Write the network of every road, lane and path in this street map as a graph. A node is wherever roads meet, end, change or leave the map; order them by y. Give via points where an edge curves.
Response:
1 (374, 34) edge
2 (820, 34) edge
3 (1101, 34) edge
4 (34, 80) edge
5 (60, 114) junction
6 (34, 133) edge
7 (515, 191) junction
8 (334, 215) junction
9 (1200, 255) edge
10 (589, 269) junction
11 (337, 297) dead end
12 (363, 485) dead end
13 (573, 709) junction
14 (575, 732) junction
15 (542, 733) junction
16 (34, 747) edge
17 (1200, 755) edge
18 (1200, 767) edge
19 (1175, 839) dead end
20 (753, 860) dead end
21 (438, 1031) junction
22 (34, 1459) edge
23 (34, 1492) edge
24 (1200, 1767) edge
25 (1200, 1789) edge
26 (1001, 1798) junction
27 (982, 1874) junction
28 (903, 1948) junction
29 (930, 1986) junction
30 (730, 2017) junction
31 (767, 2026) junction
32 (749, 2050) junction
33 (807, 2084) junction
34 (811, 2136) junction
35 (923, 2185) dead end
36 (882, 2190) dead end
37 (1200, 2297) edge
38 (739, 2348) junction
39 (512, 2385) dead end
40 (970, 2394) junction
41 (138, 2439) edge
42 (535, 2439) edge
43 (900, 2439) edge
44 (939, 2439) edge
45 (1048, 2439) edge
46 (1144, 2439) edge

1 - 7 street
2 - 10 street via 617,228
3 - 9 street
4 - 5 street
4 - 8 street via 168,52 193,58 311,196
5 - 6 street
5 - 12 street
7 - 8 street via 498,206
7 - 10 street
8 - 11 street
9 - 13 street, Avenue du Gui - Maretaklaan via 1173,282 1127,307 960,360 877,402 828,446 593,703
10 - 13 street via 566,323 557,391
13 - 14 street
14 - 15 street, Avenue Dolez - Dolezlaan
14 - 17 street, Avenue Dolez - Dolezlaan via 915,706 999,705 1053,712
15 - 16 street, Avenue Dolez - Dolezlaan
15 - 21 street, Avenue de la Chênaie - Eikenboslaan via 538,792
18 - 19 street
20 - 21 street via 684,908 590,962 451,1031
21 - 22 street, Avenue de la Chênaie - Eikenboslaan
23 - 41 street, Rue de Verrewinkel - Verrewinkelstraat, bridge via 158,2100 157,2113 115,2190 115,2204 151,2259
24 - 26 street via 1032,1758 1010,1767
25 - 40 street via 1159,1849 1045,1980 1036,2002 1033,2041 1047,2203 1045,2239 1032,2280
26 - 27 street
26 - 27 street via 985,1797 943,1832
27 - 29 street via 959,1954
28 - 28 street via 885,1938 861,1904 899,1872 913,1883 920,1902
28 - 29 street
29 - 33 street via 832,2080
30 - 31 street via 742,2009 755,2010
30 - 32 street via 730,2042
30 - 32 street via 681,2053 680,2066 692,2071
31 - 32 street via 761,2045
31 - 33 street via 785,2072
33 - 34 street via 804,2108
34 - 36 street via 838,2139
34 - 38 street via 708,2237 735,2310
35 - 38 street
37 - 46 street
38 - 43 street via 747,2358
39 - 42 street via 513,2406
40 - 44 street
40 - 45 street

--

### Work instructions
Above are the records; retype every one exactly.

### Expected answer
Write the network of every road, lane and path in this street map as a graph. A node is wherever roads meet, end, change or leave the map; order them by y. Give via points where an edge curves.
Response:
1 (374, 34) edge
2 (820, 34) edge
3 (1101, 34) edge
4 (34, 80) edge
5 (60, 114) junction
6 (34, 133) edge
7 (515, 191) junction
8 (334, 215) junction
9 (1200, 255) edge
10 (589, 269) junction
11 (337, 297) dead end
12 (363, 485) dead end
13 (573, 709) junction
14 (575, 732) junction
15 (542, 733) junction
16 (34, 747) edge
17 (1200, 755) edge
18 (1200, 767) edge
19 (1175, 839) dead end
20 (753, 860) dead end
21 (438, 1031) junction
22 (34, 1459) edge
23 (34, 1492) edge
24 (1200, 1767) edge
25 (1200, 1789) edge
26 (1001, 1798) junction
27 (982, 1874) junction
28 (903, 1948) junction
29 (930, 1986) junction
30 (730, 2017) junction
31 (767, 2026) junction
32 (749, 2050) junction
33 (807, 2084) junction
34 (811, 2136) junction
35 (923, 2185) dead end
36 (882, 2190) dead end
37 (1200, 2297) edge
38 (739, 2348) junction
39 (512, 2385) dead end
40 (970, 2394) junction
41 (138, 2439) edge
42 (535, 2439) edge
43 (900, 2439) edge
44 (939, 2439) edge
45 (1048, 2439) edge
46 (1144, 2439) edge

1 - 7 street
2 - 10 street via 617,228
3 - 9 street
4 - 5 street
4 - 8 street via 168,52 193,58 311,196
5 - 6 street
5 - 12 street
7 - 8 street via 498,206
7 - 10 street
8 - 11 street
9 - 13 street, Avenue du Gui - Maretaklaan via 1173,282 1127,307 960,360 877,402 828,446 593,703
10 - 13 street via 566,323 557,391
13 - 14 street
14 - 15 street, Avenue Dolez - Dolezlaan
14 - 17 street, Avenue Dolez - Dolezlaan via 915,706 999,705 1053,712
15 - 16 street, Avenue Dolez - Dolezlaan
15 - 21 street, Avenue de la Chênaie - Eikenboslaan via 538,792
18 - 19 street
20 - 21 street via 684,908 590,962 451,1031
21 - 22 street, Avenue de la Chênaie - Eikenboslaan
23 - 41 street, Rue de Verrewinkel - Verrewinkelstraat, bridge via 158,2100 157,2113 115,2190 115,2204 151,2259
24 - 26 street via 1032,1758 1010,1767
25 - 40 street via 1159,1849 1045,1980 1036,2002 1033,2041 1047,2203 1045,2239 1032,2280
26 - 27 street
26 - 27 street via 985,1797 943,1832
27 - 29 street via 959,1954
28 - 28 street via 885,1938 861,1904 899,1872 913,1883 920,1902
28 - 29 street
29 - 33 street via 832,2080
30 - 31 street via 742,2009 755,2010
30 - 32 street via 730,2042
30 - 32 street via 681,2053 680,2066 692,2071
31 - 32 street via 761,2045
31 - 33 street via 785,2072
33 - 34 street via 804,2108
34 - 36 street via 838,2139
34 - 38 street via 708,2237 735,2310
35 - 38 street
37 - 46 street
38 - 43 street via 747,2358
39 - 42 street via 513,2406
40 - 44 street
40 - 45 street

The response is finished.